**Assigned task:**
Please give the number of lines in the records below where the word "前橋長瀞線" occurs, and nothing else.

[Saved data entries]
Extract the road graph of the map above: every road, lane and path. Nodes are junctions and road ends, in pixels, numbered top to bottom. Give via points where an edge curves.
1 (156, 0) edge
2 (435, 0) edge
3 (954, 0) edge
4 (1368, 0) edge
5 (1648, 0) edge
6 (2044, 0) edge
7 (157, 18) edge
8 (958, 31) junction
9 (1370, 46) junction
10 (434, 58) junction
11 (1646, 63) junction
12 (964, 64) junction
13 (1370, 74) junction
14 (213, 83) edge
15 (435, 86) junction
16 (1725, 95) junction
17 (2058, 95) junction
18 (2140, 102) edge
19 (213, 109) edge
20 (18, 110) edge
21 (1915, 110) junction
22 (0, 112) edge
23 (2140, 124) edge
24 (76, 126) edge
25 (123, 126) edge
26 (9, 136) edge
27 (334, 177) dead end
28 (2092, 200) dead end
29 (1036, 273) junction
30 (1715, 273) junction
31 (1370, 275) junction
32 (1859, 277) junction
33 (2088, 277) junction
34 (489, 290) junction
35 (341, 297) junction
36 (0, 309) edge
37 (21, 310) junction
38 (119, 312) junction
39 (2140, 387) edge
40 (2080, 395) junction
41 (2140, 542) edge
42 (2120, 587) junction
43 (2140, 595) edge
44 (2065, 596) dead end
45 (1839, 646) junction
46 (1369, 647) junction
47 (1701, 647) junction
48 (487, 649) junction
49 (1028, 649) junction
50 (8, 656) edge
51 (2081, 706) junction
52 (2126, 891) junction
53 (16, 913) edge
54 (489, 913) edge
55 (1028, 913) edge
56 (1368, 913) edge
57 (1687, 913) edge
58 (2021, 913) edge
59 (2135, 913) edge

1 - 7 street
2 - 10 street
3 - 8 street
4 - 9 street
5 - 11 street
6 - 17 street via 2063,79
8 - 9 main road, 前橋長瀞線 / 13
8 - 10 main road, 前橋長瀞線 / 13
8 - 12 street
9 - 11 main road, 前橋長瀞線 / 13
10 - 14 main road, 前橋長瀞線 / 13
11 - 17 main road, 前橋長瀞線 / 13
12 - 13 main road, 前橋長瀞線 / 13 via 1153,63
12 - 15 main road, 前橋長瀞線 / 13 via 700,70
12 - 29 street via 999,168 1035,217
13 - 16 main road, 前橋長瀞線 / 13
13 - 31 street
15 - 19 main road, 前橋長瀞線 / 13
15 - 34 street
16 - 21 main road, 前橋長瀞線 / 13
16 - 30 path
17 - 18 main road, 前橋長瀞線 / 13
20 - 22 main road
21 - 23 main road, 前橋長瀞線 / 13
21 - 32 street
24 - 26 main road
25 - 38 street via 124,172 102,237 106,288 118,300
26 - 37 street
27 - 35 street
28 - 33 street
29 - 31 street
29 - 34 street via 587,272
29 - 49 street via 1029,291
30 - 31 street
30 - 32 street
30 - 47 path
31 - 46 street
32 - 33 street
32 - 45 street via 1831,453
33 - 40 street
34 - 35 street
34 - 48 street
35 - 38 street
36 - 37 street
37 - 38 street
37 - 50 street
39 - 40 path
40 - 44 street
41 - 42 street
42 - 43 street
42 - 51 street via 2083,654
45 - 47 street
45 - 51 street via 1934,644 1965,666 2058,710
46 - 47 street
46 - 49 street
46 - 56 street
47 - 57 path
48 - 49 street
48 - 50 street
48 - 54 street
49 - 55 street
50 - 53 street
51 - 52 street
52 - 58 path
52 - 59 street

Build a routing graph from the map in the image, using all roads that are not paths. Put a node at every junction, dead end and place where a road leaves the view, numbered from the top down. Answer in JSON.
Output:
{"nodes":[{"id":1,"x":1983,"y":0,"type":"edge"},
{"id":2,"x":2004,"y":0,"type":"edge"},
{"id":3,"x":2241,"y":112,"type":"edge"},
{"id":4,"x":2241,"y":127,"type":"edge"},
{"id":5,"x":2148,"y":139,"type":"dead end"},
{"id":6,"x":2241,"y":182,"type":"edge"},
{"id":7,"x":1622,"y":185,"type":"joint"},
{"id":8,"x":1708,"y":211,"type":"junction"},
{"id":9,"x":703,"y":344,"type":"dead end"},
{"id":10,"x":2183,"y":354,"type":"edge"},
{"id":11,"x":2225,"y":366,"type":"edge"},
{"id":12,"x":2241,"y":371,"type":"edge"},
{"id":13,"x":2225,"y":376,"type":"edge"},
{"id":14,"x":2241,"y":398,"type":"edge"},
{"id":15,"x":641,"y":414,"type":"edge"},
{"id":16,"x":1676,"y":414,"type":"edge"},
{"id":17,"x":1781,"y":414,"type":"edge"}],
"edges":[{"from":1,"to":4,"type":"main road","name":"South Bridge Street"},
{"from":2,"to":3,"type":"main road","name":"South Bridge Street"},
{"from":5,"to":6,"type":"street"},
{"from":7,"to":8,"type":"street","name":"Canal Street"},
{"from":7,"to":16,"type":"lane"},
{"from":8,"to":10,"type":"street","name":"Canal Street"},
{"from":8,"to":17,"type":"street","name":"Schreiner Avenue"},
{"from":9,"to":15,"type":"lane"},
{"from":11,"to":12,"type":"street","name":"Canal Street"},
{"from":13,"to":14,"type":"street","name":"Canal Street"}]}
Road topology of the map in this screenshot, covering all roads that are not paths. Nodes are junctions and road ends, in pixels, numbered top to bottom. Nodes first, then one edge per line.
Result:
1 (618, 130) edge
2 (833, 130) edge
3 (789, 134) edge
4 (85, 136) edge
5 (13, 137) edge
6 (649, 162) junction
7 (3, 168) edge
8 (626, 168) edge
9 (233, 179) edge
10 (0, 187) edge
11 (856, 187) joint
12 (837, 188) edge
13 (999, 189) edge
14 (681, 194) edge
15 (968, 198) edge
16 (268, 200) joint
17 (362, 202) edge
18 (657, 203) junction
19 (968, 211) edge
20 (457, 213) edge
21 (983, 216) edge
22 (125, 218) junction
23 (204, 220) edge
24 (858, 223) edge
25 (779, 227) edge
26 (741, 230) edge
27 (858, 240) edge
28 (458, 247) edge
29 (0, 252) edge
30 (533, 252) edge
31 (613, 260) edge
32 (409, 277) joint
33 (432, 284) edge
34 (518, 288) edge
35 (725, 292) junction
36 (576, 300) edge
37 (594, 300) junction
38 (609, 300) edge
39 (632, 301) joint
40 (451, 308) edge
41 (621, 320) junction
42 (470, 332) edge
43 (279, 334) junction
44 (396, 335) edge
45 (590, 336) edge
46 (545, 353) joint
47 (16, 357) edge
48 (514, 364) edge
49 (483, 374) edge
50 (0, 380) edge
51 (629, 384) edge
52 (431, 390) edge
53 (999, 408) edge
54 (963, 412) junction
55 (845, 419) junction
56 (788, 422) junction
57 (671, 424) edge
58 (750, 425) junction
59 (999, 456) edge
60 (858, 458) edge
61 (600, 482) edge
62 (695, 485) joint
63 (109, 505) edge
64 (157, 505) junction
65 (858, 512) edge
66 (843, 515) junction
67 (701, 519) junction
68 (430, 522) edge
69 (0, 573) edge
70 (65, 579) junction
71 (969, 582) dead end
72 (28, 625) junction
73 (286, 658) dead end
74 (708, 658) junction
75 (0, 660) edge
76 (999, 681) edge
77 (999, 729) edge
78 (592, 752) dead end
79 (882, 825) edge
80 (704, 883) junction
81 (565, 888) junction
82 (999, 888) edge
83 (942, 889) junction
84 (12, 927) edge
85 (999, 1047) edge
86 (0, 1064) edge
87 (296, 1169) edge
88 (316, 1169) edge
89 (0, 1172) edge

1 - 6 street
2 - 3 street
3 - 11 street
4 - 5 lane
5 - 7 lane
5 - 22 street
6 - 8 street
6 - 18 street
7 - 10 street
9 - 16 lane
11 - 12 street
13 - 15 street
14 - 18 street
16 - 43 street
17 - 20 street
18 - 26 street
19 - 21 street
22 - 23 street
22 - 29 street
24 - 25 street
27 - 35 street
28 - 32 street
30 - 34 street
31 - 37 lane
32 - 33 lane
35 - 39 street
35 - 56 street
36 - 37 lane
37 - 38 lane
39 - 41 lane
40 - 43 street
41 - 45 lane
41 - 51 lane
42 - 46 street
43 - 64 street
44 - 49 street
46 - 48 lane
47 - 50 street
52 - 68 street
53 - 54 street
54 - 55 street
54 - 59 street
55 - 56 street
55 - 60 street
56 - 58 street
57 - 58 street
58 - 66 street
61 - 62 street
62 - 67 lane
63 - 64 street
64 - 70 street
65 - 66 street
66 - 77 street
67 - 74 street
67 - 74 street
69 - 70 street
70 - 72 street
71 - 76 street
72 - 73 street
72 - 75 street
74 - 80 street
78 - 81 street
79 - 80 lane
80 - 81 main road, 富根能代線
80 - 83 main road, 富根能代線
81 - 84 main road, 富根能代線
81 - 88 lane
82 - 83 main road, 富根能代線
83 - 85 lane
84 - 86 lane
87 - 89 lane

**Task output:**
12